The task ▸ How many lines below contain the word "currentColor"? Answer with that number alone.

━━━━━━━━

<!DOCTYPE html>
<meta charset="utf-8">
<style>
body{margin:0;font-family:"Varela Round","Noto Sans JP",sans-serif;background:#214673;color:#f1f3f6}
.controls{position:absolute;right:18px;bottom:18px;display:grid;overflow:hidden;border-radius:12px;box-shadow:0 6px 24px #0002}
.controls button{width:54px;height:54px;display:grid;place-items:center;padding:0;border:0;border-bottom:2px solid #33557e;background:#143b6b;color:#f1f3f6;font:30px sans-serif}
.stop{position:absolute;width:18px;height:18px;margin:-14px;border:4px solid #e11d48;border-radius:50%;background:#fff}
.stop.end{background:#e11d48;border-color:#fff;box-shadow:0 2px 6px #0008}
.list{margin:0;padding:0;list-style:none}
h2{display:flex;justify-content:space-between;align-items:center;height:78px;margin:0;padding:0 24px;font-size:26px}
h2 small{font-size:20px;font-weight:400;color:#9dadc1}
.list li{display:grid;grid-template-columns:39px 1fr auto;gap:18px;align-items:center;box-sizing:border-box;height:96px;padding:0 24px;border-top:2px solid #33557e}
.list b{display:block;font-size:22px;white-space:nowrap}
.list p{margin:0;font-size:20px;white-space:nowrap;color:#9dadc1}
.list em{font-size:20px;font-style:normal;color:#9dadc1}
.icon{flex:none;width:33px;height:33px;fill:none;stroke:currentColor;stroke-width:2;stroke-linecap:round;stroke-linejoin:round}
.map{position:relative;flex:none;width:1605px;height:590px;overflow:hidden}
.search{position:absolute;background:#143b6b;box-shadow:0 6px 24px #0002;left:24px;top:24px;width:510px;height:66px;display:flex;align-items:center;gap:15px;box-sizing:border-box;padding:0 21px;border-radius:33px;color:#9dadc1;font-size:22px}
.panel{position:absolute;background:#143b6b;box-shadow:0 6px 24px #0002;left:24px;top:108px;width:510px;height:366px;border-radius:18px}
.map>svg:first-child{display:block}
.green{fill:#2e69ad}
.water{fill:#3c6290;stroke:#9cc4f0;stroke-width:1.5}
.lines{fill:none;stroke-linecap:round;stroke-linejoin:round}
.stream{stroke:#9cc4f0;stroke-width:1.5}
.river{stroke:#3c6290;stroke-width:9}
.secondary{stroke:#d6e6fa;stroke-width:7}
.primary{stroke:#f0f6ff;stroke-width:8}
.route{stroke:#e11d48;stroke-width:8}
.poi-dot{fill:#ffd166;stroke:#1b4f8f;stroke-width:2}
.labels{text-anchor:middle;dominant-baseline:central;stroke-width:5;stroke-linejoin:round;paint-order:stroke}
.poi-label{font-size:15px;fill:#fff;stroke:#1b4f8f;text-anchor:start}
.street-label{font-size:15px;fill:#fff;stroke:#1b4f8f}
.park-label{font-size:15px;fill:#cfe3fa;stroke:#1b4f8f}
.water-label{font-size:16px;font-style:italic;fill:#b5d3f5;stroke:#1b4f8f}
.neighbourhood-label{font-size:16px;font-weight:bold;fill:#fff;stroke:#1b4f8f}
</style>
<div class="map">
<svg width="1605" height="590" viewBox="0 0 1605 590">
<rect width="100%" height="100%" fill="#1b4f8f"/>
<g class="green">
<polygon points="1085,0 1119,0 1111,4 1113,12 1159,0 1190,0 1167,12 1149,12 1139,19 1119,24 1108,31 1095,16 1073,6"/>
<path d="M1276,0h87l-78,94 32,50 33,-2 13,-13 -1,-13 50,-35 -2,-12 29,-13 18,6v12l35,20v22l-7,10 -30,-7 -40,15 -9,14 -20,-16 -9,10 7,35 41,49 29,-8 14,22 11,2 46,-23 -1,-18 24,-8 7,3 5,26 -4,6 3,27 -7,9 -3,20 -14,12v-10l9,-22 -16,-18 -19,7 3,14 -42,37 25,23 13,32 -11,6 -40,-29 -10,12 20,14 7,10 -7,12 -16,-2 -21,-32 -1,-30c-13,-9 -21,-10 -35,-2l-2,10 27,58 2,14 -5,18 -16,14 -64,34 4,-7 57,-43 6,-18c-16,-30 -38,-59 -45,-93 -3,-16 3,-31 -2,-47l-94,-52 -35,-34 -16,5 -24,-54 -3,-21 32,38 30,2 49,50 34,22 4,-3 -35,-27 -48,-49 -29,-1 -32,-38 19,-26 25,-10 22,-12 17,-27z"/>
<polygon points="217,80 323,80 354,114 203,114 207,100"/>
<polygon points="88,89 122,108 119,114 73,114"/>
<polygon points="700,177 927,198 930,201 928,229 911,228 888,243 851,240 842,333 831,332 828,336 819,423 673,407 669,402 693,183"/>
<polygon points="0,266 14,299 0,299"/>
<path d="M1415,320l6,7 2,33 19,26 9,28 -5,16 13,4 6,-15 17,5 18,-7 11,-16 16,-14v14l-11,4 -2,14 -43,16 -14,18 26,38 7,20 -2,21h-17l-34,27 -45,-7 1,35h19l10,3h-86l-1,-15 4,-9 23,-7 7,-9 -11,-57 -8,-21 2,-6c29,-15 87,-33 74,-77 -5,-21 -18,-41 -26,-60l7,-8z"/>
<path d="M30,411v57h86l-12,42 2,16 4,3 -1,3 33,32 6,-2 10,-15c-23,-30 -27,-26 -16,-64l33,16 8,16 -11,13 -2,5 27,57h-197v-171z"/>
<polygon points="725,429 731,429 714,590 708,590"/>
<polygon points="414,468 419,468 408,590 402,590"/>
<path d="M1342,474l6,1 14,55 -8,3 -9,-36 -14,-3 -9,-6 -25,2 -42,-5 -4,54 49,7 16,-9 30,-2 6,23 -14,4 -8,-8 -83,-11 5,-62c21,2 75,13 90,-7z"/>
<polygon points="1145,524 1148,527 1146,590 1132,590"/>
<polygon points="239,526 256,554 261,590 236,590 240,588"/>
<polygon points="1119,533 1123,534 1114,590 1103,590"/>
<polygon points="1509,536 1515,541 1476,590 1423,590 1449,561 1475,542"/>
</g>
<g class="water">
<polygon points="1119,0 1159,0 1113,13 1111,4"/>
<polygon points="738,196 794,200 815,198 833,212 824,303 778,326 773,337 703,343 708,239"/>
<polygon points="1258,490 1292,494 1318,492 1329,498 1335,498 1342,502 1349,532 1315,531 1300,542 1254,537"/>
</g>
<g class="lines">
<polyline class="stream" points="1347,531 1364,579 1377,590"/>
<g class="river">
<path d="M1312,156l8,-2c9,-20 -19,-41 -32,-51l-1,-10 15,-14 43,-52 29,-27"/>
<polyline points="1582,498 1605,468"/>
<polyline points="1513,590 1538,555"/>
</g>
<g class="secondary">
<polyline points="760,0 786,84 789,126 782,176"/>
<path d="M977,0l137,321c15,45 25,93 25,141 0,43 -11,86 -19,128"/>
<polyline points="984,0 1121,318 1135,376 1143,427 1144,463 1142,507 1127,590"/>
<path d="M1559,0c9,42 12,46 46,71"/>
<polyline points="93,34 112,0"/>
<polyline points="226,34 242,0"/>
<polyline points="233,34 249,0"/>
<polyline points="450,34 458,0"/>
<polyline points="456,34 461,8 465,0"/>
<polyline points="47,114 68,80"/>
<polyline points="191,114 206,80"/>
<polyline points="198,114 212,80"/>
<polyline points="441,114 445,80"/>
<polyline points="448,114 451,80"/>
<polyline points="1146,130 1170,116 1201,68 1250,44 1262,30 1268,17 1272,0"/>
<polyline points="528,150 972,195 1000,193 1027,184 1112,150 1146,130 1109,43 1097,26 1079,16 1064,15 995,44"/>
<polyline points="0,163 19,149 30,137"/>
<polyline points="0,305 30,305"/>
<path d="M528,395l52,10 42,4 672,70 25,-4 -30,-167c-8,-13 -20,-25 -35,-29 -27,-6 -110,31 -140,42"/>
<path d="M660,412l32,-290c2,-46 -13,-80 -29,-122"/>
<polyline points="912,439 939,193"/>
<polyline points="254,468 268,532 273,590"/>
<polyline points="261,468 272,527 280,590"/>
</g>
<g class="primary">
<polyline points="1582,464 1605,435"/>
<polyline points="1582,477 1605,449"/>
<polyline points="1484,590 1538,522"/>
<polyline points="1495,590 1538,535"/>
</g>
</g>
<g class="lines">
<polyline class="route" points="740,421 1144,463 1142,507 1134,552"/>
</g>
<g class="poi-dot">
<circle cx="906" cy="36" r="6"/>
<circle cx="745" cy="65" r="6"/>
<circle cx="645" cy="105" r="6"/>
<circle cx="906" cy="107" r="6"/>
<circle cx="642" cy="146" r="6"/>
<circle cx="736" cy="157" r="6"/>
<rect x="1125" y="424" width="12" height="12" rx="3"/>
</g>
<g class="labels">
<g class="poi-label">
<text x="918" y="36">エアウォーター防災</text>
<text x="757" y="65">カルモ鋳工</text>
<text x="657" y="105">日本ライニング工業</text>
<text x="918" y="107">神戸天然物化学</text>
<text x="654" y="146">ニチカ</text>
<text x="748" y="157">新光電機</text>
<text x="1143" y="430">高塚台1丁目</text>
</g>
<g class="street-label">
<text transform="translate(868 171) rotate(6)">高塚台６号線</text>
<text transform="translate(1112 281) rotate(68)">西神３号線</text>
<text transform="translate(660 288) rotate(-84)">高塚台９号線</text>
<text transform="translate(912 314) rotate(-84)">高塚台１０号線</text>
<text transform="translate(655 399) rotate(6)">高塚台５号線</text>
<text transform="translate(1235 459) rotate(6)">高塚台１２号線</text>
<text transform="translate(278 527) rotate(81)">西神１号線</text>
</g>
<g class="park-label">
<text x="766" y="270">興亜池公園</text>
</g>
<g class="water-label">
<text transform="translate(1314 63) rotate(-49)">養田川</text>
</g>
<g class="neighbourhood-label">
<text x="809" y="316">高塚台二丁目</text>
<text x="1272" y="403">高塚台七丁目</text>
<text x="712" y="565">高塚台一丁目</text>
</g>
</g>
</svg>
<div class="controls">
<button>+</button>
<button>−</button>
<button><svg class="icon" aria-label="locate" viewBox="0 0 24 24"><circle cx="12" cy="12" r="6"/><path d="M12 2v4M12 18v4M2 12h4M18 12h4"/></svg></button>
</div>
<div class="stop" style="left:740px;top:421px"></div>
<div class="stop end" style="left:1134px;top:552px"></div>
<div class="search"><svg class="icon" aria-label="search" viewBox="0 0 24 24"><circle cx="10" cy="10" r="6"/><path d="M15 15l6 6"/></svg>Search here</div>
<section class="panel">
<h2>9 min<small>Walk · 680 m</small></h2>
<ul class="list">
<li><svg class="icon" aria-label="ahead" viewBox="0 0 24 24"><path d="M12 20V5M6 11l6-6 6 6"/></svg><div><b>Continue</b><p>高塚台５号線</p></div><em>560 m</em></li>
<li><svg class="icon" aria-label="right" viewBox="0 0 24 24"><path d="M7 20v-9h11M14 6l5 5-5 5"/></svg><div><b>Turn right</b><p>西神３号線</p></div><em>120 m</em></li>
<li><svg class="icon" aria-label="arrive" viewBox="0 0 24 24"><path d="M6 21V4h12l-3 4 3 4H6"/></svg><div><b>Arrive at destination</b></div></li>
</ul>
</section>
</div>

━━━━━━━━

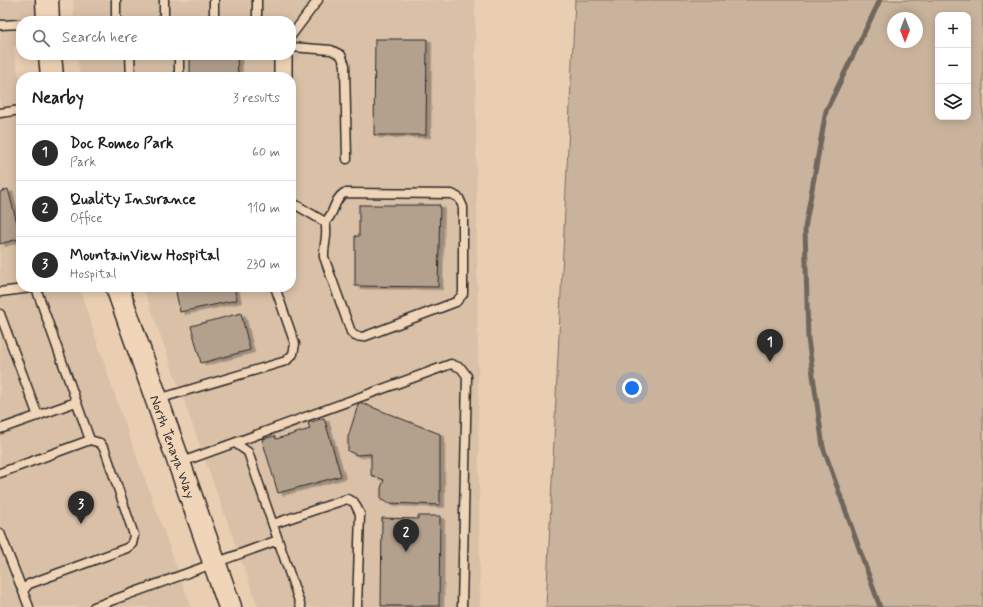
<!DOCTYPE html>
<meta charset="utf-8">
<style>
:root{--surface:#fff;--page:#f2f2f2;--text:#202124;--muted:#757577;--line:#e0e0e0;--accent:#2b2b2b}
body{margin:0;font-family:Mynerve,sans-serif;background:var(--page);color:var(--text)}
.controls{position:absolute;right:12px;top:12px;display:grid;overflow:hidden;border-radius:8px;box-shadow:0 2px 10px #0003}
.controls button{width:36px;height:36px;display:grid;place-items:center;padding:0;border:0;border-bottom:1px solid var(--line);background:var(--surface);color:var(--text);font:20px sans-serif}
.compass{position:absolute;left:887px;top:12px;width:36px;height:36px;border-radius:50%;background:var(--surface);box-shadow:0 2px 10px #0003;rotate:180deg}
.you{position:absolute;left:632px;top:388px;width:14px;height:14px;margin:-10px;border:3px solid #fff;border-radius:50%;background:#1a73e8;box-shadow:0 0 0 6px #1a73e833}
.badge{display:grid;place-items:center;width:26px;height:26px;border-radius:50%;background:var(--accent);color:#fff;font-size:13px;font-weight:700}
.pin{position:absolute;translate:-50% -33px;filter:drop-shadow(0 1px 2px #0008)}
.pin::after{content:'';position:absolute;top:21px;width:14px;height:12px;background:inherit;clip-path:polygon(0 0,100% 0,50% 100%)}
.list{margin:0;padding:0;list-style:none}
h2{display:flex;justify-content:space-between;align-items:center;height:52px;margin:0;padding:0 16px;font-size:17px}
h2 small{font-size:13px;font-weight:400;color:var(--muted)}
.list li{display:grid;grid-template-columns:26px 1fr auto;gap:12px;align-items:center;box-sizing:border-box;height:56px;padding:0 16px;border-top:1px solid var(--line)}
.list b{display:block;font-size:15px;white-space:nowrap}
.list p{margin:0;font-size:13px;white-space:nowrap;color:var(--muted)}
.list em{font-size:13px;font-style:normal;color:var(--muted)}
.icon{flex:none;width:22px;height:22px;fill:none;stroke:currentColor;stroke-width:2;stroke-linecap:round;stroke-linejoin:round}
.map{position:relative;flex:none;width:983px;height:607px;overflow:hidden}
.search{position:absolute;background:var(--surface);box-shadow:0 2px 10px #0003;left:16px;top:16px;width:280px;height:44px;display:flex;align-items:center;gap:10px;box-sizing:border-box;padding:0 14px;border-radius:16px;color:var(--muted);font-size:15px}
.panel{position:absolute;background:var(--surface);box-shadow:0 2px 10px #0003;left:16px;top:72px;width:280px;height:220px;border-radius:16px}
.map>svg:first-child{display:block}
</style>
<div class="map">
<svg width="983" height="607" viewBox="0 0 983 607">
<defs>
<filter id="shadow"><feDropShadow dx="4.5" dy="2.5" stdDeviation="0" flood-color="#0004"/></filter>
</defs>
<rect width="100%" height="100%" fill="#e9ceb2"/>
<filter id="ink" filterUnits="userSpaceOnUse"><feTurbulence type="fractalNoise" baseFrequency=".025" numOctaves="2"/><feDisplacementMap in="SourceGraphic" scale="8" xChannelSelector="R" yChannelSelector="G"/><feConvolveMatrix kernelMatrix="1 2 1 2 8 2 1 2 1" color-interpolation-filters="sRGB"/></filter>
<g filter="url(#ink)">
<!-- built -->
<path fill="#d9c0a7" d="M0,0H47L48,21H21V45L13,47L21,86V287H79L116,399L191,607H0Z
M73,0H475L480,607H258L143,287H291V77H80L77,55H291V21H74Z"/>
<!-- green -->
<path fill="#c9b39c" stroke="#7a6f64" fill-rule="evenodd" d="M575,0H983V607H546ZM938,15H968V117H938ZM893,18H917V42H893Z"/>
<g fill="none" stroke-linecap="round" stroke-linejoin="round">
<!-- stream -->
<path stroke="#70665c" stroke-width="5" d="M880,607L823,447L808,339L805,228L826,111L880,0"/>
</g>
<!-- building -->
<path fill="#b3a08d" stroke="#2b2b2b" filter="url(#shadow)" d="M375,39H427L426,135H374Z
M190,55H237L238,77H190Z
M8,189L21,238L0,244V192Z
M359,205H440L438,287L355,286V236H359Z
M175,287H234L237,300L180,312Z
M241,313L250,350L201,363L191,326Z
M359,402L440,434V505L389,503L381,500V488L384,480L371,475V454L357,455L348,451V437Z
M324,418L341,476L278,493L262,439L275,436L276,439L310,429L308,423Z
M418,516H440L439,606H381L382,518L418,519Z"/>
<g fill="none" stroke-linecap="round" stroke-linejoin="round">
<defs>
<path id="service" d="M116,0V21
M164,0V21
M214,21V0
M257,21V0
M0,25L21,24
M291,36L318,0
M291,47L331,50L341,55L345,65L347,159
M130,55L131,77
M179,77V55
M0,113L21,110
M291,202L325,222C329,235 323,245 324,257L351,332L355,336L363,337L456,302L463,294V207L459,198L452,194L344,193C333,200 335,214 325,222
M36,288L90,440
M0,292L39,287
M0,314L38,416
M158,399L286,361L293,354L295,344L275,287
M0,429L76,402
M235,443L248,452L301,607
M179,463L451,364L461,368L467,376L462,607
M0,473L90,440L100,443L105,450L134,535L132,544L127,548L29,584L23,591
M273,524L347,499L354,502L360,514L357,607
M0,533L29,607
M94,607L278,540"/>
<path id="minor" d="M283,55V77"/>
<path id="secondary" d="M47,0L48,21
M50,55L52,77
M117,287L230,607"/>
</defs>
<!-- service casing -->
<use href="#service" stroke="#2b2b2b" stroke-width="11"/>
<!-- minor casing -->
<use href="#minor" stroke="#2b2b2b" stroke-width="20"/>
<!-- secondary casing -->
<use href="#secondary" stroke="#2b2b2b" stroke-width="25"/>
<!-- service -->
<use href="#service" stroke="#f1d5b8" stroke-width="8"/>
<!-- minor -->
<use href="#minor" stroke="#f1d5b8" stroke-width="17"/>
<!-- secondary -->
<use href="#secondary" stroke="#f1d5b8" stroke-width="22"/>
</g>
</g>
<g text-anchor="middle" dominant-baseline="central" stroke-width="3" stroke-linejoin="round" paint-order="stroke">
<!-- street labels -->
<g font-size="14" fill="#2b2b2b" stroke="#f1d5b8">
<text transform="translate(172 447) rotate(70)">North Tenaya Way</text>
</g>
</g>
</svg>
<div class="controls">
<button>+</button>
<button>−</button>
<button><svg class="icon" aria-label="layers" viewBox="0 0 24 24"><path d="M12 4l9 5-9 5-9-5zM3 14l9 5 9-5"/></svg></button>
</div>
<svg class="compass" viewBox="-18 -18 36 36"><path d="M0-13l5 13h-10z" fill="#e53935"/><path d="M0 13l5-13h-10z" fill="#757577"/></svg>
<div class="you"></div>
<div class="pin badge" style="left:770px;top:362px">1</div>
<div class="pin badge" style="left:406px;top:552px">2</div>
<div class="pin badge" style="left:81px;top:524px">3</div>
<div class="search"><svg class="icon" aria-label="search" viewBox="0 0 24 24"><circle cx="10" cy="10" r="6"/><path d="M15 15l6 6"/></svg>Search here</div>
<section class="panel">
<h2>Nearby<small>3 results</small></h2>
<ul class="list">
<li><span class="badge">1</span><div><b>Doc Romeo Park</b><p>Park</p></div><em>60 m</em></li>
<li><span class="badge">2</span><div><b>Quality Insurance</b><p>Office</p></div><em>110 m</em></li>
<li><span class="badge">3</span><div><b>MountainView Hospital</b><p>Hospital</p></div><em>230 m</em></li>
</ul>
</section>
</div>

━━━━━━━━

Worked solution ▸ 2